Expectations also jumped for Tech, which doesn’t surprise us, either. After several quarters of earnings beats and hefty guidance for AI chip demand and data centre buildouts, analysts and investors appear to be warming even more toward America’s largest sector. They now project 59.2% y/y earnings growth in Q2, which is quite lofty, in our view.
Conversely, expectations for Health Care companies declined most. We reckon some of this is simply Q1’s disappointment carrying over, but insurers’ potentially higher costs and the US government’s proposed near-flat Medicare Advantage rate increase could factor in, too. Industrials’ expectations also fell, which we think is tied to widespread warnings we have seen that elevated oil prices and borrowing costs will raise input costs and sap margins. And despite Q1’s strength, analysts still project weaker Consumer Discretionary earnings in Q2—highlighting continued negative sentiment toward consumer spending, likely compounded by presumptions people will buy fewer nice-to-haves whilst petrol prices are high.
In our view, these diverging sector expectations help illustrate sentiment’s warming. Consider where Wall Street analysts’ favour focuses—and common characteristics within these categories. According to our research, Energy’s massive swing rests solely on war-related economic factors. Given how oil price-dependent its earnings are, we would be shocked if expectations hadn’t spiked. Outside of this, favour seems to be shifting from traditionally defensive (e.g., Consumer Staples, Health Care) and cyclical (e.g., Financials, Consumer Discretionary) sectors to growthier, traditionally more offensive ones (e.g., Tech and Communication Services).
We think this reveals sentiment toward Tech, Communication Services and Energy is likely pretty warm right now. Thus, our research suggests it will probably take much more growth to deliver positive surprise as a result—which we think raises the risk of disappointment. Yet we don’t think that enthusiasm has spread market-wide, as downbeat expectations for defensive and cyclical categories like Financials, Consumer stocks and Health Care illustrate.
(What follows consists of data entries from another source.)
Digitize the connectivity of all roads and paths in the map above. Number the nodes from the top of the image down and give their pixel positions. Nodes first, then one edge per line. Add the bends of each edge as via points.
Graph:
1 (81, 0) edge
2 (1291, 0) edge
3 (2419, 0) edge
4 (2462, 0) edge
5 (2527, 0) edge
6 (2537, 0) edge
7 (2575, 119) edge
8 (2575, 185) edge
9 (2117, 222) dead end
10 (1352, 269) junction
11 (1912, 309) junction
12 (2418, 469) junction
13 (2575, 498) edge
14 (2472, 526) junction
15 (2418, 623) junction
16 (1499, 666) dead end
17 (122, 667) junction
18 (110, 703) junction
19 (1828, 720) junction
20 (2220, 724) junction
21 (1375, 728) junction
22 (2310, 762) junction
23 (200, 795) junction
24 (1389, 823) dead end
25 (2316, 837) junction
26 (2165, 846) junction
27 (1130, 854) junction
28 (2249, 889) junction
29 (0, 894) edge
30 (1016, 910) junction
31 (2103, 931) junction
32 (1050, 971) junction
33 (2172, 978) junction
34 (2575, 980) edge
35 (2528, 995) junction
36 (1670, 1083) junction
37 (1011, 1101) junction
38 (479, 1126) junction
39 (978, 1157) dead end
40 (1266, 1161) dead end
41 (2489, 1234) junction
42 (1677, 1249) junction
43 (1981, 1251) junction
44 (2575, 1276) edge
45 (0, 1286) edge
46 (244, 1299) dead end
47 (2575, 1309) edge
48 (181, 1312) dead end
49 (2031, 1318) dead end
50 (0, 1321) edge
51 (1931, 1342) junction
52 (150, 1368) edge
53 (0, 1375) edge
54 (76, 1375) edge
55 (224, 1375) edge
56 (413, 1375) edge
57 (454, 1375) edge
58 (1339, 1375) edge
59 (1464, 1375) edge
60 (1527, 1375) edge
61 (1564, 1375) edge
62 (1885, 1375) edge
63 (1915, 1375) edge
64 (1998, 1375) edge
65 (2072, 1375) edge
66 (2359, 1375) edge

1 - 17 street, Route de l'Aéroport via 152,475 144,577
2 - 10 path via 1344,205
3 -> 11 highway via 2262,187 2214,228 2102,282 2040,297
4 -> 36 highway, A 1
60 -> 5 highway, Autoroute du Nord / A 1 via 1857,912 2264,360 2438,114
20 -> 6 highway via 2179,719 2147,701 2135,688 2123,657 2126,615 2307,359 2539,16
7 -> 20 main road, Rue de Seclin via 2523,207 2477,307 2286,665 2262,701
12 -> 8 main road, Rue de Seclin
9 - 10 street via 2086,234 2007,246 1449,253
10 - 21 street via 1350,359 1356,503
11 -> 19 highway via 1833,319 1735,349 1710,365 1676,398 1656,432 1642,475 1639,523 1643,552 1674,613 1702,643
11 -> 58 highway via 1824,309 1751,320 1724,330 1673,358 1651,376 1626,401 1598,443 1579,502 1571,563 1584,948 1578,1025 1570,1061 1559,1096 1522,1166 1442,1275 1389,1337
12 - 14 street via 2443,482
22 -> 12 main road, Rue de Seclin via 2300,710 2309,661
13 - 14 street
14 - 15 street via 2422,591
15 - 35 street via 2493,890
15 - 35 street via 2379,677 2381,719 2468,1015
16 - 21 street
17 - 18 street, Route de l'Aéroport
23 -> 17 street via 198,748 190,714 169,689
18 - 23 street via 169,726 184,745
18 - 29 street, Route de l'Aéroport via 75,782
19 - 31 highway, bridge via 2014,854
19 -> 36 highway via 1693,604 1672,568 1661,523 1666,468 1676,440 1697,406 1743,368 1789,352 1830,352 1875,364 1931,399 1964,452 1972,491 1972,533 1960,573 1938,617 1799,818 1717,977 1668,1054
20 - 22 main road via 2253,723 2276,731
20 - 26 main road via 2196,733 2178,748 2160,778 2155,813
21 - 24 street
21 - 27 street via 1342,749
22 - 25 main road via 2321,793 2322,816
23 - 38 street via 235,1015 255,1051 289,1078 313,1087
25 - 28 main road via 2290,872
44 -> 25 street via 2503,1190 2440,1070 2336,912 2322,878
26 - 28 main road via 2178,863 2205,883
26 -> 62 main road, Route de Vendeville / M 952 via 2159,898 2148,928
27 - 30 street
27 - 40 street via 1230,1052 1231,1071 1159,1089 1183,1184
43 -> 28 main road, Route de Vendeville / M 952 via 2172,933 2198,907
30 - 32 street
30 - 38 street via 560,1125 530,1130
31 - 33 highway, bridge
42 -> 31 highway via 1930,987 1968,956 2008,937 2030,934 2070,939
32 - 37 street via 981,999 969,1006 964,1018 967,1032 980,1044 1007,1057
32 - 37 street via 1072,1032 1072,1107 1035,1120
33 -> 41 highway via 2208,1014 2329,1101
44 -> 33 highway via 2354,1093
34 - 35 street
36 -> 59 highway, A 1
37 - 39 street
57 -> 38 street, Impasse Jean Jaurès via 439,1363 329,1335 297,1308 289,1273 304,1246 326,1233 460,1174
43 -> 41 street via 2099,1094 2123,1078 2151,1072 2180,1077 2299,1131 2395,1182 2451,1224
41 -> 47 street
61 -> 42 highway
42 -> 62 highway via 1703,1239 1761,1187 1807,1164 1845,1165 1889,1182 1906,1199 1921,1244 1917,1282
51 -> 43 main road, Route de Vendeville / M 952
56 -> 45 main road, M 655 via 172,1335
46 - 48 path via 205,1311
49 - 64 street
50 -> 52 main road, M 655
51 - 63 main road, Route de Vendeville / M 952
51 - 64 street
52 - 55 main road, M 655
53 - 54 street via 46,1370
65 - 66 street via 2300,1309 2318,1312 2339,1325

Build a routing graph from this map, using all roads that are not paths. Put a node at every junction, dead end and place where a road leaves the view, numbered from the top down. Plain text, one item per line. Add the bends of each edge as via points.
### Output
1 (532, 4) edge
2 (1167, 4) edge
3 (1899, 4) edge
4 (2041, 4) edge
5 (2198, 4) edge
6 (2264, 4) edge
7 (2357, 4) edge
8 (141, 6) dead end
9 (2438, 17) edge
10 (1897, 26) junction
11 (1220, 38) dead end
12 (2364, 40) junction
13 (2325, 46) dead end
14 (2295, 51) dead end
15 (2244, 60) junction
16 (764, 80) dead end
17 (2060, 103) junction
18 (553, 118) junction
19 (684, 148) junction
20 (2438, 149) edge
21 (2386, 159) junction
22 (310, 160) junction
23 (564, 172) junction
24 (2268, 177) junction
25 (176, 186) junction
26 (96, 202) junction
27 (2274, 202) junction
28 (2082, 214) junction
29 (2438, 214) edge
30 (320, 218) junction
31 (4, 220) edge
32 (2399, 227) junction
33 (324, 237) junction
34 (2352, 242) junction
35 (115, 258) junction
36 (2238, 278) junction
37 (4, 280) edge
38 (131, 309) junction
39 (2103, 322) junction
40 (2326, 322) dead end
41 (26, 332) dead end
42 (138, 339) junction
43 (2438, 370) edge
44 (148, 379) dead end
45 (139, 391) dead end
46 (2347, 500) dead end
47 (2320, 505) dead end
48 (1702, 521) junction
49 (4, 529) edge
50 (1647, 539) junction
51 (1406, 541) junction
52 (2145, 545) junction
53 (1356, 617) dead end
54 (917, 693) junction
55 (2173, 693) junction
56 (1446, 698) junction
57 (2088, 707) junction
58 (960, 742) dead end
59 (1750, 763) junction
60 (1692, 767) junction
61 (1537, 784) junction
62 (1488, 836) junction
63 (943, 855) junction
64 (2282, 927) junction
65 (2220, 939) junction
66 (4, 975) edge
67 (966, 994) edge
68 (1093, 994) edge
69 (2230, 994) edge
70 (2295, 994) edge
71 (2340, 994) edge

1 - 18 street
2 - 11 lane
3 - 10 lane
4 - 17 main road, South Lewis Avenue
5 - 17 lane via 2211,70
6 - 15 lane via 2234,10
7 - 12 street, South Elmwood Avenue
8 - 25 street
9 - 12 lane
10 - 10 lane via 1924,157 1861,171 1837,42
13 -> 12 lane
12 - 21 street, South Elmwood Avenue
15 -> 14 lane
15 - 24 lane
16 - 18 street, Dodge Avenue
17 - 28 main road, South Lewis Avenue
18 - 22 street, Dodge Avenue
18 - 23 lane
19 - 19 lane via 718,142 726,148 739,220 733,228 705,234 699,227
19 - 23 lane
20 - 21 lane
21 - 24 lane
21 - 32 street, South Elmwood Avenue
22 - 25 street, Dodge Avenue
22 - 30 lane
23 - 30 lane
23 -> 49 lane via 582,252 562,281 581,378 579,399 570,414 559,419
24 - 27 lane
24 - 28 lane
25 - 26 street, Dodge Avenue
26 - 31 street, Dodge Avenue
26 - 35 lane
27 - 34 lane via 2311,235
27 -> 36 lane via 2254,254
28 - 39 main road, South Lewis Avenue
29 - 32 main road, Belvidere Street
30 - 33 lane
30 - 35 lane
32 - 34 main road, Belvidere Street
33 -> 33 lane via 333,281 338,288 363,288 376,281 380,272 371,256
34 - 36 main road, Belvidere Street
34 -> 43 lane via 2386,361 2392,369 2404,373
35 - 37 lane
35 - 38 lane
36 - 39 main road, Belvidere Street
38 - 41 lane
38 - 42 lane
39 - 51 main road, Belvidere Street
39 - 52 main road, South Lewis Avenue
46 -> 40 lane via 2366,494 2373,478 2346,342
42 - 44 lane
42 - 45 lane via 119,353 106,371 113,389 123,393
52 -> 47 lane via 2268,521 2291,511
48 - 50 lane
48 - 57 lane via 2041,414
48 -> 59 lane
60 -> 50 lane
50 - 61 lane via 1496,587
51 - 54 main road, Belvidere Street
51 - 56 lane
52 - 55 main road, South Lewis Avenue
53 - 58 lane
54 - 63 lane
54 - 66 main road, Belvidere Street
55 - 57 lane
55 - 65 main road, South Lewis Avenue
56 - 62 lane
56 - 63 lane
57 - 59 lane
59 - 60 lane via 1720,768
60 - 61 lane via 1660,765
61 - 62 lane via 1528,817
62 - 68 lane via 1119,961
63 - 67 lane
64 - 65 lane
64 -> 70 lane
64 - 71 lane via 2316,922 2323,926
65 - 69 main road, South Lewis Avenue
We think this favours their leading in the not-so-distant future.
Whilst aspects of this warmer sentiment look like a later stage bull market to us, that doesn’t necessarily signal an imminent bear market (prolonged, fundamentally driven broad equity market decline of -20% or worse). Our research finds sentiment’s warming can take a long time and stocks can rise even amidst emerging euphoria, which we don’t think is prevalent now. But the elevated sentiment toward Tech and AI could spread, perhaps driven by initial public offering (IPO) excitement. We will continue monitoring this. So whilst we think this bull market still has plenty of fuel, sentiment’s warming is also worth noting, in our view.
[i] Source: FactSet Earnings Insight, as of 23/6/2026.
[ii] Ibid.
[iii] Ibid.
[iv] Ibid.
[v] Source: FactSet, as of 23/6/2026. S&P 500 return with net dividends in GBP, 31/12/2025 – 22/6/2026.
[vi] See note i.
[vii] Ibid.
[viii] Source: FactSet, as of 23/6/2026. Brent crude oil spot price in USD, 31/12/2025 – 22/6/2026.